5. Allegretto and Mishel 2019, Appendix A provides a comprehensive discussion of the data and methodologies that were used to produce our teacher weekly wage and total compensation estimates. 

6. In Allegretto and Mishel 2019, we provide evidence that teachers work weekly hours similar to those of other professionals.

7. Our earlier work documents that BLS’s imputation method overstates teacher earnings, which is not the case for the other college graduate sample (Allegretto, Corcoran, and Mishel 2008, 9).

8. For more about top-code adjustments, see Economic Policy Institute 2024b.

9. The wage model includes controls for both public and private school teachers. The weekly wage penalty estimates are based on the coefficient on the public school teacher indicator. Regression for all teachers includes a gender control. The percentage gap is calculated as (eb -1) x 100. See Allegretto and Mishel 2019, Appendix A, for specification details.

10. See Allegretto, Corcoran, and Mishel 2008 for 1960, 1970, and 1980 estimates using decennial censuses.

11. Not shown but available upon request from the author.
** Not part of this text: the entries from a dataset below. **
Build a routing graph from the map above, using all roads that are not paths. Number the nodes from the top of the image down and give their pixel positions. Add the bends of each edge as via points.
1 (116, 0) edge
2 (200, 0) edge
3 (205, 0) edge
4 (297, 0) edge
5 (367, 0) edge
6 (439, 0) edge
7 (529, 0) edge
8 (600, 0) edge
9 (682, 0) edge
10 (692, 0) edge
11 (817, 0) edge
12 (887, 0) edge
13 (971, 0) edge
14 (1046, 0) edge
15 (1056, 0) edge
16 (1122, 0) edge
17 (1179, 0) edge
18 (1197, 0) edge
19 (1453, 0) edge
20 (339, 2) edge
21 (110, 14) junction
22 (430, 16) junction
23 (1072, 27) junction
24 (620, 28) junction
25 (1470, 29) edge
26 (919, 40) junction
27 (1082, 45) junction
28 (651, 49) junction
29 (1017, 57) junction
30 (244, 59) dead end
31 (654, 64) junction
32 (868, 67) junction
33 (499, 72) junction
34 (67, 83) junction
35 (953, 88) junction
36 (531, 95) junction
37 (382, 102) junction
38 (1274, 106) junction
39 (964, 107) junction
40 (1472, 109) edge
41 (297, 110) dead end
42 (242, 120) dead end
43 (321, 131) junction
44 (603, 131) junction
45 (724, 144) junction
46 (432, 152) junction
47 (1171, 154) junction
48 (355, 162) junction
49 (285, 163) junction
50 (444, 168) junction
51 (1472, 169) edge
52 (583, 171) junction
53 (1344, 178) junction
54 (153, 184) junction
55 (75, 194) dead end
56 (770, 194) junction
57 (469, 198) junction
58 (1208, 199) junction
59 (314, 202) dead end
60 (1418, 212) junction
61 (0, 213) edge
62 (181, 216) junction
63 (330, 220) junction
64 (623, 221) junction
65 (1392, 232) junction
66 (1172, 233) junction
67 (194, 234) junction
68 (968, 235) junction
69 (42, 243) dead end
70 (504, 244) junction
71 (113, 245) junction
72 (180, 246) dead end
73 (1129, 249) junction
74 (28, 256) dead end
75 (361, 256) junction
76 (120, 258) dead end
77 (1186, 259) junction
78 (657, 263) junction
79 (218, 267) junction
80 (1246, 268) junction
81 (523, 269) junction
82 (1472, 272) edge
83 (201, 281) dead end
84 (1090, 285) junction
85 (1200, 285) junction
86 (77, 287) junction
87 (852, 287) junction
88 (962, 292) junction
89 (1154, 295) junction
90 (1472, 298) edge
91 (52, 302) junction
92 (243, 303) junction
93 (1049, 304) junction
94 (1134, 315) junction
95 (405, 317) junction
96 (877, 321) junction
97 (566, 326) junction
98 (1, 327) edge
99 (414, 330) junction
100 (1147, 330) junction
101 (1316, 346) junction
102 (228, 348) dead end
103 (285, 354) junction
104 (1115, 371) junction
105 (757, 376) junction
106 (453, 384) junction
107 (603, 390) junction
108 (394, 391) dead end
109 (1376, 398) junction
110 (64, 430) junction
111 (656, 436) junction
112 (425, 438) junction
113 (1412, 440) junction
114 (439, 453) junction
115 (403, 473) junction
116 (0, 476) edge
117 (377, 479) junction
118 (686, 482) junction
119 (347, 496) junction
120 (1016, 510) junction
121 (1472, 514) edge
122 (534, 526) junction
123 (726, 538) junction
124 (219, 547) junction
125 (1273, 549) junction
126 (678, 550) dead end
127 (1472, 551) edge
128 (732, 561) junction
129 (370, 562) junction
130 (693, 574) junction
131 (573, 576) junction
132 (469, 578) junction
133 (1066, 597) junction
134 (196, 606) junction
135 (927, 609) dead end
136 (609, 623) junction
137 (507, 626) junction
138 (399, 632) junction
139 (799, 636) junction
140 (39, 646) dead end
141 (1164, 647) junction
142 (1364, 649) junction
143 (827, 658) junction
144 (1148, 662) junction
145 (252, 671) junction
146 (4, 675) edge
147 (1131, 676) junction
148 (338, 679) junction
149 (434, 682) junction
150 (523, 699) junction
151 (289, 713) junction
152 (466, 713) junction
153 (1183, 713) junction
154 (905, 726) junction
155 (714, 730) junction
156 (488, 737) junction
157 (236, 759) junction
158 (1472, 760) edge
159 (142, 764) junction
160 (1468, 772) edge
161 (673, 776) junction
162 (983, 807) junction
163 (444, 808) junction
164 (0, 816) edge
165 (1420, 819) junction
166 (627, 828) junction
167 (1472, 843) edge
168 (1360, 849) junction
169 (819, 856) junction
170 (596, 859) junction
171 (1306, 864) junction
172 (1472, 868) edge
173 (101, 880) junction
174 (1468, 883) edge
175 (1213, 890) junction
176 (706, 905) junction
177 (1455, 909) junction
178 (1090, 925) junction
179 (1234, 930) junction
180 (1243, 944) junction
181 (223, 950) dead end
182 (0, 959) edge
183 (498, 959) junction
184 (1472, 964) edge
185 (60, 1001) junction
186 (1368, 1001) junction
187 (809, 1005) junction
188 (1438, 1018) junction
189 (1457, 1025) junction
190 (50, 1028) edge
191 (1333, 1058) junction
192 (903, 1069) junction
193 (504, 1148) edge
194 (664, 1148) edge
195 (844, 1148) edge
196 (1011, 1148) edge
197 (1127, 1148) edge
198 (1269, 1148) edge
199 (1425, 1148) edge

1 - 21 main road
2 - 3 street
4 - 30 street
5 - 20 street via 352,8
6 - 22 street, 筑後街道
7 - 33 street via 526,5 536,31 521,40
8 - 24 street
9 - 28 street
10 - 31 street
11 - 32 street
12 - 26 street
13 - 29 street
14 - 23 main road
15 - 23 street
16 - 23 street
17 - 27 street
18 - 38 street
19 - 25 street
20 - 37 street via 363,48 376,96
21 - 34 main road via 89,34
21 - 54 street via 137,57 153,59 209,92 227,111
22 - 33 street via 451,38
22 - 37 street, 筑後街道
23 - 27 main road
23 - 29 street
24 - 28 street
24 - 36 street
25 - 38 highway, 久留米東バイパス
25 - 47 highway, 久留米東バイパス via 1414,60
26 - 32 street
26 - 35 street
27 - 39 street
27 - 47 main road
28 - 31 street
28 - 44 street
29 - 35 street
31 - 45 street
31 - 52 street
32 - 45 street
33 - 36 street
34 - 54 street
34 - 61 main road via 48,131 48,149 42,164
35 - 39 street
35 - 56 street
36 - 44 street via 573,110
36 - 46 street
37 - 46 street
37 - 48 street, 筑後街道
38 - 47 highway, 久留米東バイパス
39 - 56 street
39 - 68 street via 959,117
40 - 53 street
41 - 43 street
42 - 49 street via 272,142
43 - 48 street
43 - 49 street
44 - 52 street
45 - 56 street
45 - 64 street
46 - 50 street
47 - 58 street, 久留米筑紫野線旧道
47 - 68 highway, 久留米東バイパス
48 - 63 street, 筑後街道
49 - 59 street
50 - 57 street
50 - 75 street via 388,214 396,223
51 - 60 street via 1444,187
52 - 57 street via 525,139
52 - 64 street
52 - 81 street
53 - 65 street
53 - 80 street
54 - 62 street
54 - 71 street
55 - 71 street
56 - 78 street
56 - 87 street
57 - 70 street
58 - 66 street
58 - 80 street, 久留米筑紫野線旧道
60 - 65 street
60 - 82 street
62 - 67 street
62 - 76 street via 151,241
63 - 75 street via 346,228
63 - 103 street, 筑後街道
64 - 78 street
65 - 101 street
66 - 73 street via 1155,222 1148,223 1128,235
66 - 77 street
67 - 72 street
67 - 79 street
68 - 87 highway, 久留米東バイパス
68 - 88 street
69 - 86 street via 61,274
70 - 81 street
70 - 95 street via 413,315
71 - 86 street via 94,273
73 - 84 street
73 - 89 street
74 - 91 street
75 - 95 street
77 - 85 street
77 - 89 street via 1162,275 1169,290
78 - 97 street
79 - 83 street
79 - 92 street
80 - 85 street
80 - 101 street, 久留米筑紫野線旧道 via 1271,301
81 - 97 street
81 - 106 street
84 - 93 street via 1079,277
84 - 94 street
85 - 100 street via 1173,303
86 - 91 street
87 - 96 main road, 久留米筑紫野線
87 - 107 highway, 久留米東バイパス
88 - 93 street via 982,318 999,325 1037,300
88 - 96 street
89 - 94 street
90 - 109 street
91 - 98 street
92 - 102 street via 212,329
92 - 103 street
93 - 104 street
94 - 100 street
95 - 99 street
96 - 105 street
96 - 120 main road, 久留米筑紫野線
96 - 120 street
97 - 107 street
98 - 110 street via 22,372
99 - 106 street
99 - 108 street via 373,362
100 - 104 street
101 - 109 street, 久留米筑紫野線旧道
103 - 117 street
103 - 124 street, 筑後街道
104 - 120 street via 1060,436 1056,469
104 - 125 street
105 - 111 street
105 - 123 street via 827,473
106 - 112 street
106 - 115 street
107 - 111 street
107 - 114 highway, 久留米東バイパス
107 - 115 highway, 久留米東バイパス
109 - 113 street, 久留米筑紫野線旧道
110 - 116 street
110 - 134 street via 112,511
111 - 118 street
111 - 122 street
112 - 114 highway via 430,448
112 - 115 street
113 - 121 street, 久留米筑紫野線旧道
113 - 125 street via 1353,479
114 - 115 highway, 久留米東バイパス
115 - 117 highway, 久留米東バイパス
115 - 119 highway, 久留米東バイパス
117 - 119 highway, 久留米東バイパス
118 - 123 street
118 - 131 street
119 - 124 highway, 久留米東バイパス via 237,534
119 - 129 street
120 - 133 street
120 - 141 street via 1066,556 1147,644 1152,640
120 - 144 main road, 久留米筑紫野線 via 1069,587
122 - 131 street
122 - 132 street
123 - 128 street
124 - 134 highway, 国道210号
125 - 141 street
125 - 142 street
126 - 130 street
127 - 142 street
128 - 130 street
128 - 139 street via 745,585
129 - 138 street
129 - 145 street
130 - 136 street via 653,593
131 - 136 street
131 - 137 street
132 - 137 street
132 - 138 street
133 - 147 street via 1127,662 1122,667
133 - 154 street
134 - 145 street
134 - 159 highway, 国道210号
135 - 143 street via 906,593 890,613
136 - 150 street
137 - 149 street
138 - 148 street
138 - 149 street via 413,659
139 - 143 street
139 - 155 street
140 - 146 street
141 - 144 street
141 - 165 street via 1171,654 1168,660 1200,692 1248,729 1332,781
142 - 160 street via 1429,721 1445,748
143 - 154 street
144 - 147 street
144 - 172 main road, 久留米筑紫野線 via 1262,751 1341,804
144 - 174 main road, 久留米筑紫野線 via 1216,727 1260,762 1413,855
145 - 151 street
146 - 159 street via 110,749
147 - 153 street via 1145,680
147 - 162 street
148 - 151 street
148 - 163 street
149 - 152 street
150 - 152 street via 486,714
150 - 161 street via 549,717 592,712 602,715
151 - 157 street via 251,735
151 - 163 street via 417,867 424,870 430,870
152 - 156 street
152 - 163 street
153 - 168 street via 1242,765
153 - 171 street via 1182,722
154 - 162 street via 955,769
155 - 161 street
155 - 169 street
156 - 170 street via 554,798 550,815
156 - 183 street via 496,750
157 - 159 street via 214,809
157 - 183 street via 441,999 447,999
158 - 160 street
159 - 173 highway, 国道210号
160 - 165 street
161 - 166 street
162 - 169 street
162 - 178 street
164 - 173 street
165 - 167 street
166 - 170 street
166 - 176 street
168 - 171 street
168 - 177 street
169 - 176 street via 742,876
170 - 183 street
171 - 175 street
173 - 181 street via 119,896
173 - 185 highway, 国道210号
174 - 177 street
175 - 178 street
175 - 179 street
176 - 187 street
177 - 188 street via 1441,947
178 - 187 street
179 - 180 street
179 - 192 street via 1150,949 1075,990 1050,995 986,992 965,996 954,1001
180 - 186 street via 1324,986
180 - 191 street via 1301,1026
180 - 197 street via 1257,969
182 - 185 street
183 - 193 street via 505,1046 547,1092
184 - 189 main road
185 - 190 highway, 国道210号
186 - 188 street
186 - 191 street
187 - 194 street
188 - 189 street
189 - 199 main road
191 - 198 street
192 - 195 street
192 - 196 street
12. The 1960 results are not shown in Figure B. They can be found in Allegretto, Corcoran and Mishel 2008, 7.

13. See Abrams 2023.

14. The ECEC provides compensation data for a narrower category of “primary, secondary, and special education school teachers” and for a broader category of “teachers.” I analyze the narrower category, which closely matches the definition of teachers in the CPS-ORG data, using data limited to state and local public-sector workers. The inclusion of kindergarten and special education teachers in the benefits analysis does not produce any more substantial differences than if they were excluded (as they are in the CPS sample used to estimate the wage penalty). Greater methodological detail is provided in Appendix A of Allegretto and Mishel 2019.

15. My analysis accounts for differences in annual weeks worked, as it is based on the usual weekly wages of teachers and other college graduates, not hourly wages or annual earnings. One reason health and pension costs are higher for teachers is that teacher health benefits are provided for a full year, while teacher salaries are for less than a full year.

16. See Allegretto, Garcia, and Weiss 2022. This paper describes inequities in public education funding. We also argue that the federal government should play a larger role in funding public education.